As actors offered daggers and pleaded with each spectator, the audience faced the tough decision of determining the faith of two characters in the culmination of Kkloc, presented by the Bottom Line Theatre at the Allen Theatre on Fri., Apr. 17 and Sat., Apr. 18. The production, a retelling of the classical Greek trilogy the “Oresteia,” featured impressively unique staging.
Originally, the “Oresteia” was written as a tetralogy of tragedies, but only the first three parts have survived, presenting a powerful story of vengeance to the contemporary spectator. Overall, Aeschylus’ trilogy, composed of the plays “Agamemnon,” the “Libation Bearers,” and the “Eumenides,” dramatizes the end of the curse on the House of Atreus, father of Agamemnon and Menelaus, and depicts the development of Greek judicial practices from bloody vendetta to a democratic system under Athenian law.
The first part of the trilogy, “Agamemnon,” portrays King Agamemnon’s return to his wife after the end of the Trojan War. The play opens to Clytemnestra receiving a sign that Troy has fallen and expressing the desire to kill her husband, who has sacrificed her daughter Iphigenia to the gods for the good of the people. Clytemnestra is further angered because Agamemnon has brought Cassandra, a Trojan priestess, as a concubine back from the war. Thus enraged by her husband, Clytemnestra dramatically murders him.
However, the plot gets even more complicated: during the war, Clytemnestra has entered in an adulterous relationship with Agamemnon’s cousin, Aegisthus. Aegisthus makes an arrogant claim for the throne that, he thinks, rightfully belongs to him. This leads into the second play, “The Libation Bearers,” which tells the story of the reunion of Electra and Orestes, the children of Agamemnon and Clytemnestra. The children decide to avenge the death of their father by killing their mother and the lover-usurper.
After the terrible act, Orestes and Electra are haunted and tormented by the Erinyes, female chthonic deities known as “the angry ones” that avenge matricide and patricide. However, after Athena’s intervention, the murderers are taken “to court” in front of a jury of twelve. After the votes on each side turn out equal, Athena persuades the Erinyes of acquittal and renames them Eumenides, “the kindly ones,” thus declaring that hung juries should be decided in favor of the accused.
Kkloc, which means “cycle,” combined the three elaborate story lines of the “Oresteia” into a successfully condensed forty-minute version told backwards—from the finish to the start. According to Bottom Line Theatre, “Don’t worry if you’re currently unfamiliar with the “Oresteia”: the plot unfolds sensibly either way.” The clarity of the plot was partly due to the fact that the production opened with a dramatized introduction of the main characters in the fashion of the epic Greek tradition and ended with the scene of the trial, thus framing the scrambled pieces in between.

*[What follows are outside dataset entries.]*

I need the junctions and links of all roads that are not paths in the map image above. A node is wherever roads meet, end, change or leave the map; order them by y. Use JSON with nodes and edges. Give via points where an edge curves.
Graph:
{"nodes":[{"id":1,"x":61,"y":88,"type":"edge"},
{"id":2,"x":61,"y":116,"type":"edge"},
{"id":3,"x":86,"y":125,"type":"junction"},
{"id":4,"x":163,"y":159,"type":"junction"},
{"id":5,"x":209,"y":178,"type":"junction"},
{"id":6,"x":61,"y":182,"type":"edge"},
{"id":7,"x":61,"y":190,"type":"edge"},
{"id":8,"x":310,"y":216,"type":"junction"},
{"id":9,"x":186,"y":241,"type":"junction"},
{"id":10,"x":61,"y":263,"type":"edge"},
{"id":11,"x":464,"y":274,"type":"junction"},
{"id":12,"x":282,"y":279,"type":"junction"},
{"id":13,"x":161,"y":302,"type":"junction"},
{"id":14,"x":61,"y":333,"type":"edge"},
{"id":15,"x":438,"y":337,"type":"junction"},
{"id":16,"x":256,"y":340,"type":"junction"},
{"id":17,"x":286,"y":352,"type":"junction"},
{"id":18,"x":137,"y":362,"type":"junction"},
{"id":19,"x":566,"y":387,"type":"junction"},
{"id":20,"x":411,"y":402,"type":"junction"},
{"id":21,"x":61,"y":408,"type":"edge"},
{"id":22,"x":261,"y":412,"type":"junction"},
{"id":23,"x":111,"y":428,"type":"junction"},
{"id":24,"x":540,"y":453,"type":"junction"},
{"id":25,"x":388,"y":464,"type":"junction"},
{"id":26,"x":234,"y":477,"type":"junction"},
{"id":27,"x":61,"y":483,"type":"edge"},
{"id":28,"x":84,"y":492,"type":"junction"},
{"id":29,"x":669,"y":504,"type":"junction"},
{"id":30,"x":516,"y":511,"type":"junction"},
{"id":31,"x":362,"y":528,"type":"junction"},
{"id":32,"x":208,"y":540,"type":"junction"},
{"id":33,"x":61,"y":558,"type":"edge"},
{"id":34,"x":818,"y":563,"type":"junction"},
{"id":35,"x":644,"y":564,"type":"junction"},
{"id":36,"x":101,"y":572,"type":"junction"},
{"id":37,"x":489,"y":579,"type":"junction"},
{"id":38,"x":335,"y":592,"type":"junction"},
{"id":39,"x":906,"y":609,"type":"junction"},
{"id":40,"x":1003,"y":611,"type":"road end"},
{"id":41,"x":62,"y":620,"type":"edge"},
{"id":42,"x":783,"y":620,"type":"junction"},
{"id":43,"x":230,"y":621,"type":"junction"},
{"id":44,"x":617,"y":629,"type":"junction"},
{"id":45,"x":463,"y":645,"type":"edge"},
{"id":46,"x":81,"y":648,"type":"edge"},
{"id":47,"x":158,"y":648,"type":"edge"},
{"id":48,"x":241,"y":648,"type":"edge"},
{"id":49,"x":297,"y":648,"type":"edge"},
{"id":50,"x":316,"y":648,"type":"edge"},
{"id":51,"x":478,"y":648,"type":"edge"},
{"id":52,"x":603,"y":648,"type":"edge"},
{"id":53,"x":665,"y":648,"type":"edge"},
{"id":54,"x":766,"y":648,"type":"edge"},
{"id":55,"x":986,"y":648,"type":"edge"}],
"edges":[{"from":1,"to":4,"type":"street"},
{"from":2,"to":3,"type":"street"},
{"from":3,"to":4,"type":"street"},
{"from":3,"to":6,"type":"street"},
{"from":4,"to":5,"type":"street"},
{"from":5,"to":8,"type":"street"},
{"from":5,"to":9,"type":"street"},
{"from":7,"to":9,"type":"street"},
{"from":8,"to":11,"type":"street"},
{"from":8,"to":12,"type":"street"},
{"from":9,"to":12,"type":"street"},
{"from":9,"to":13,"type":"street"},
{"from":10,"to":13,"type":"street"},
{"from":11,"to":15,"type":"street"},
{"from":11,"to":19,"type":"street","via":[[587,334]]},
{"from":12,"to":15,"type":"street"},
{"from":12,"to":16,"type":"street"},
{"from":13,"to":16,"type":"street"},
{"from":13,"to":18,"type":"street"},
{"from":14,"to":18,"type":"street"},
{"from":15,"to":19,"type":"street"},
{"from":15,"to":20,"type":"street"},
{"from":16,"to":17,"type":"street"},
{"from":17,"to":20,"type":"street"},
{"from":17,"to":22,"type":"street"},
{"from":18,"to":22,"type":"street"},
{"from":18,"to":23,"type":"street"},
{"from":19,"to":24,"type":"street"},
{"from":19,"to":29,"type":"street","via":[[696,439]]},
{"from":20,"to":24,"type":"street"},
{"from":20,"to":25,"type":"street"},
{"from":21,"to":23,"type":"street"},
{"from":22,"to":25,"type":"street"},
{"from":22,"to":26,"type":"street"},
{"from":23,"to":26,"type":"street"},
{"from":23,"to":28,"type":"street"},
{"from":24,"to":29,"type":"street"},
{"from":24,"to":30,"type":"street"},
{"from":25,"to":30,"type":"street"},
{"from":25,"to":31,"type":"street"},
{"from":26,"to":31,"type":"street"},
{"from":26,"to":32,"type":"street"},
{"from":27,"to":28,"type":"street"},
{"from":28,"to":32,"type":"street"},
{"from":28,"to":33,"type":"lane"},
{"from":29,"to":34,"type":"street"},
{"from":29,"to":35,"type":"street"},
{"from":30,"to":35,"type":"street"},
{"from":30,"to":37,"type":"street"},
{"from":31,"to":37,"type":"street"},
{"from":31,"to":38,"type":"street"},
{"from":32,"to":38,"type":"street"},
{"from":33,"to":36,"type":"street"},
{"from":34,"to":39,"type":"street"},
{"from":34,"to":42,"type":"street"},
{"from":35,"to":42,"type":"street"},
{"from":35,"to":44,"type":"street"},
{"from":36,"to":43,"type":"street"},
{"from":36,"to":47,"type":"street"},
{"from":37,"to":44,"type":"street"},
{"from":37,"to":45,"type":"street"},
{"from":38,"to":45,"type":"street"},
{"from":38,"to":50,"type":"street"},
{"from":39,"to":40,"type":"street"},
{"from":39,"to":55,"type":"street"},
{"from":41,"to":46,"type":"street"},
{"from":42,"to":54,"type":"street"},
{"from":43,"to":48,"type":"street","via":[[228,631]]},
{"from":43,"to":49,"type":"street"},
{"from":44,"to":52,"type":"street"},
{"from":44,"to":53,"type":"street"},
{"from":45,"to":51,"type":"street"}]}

This quite cinematic approach gave the audience a slightly twisted perspective and a deeper insight into the characters’ motivations. The play unfolded like a trial: first stating the crime, then presenting the evidence, and finally reaching the climactic moment of the jury’s decision. To everyone’s surprise, however, the jury was not part of the cast. As the lights went partially off signaling the end of the play. the accused––still tied up––remained in the spotlight, leaving the ultimate decision up to the audience.
In this dramatic moment, two bold audience members approached the accused pair and timidly lifted the dagger left by their side. Before it become clear whether the spectators meant to kill the accused or aimed to set them free, however, the lights went off and the actors fell motionless on the ground, “dead.” This unexpected ending confused a big part of the crowd and brought about heated discussion on the way out of the theater.
The play’s most valuable characteristic was the unconventional staging. The familiar Allen Theater was transformed into an seemingly empty black room and the audience was encouraged to wear black and to move around to their hearts’ desire. The play itself unfolded in different parts of the space, with the actors often communicating from a distance or interweaving seemingly separate scenes and conversations. They often interacted with the audience, approaching different people for advice and support, thus making them parts of the chorus of the traditional Greek tragedy. Even though some spectators were startled and unresponsive, the unique staging choice was a success and made this retelling of the “Oresteia” an effective dramatic experience for the audience.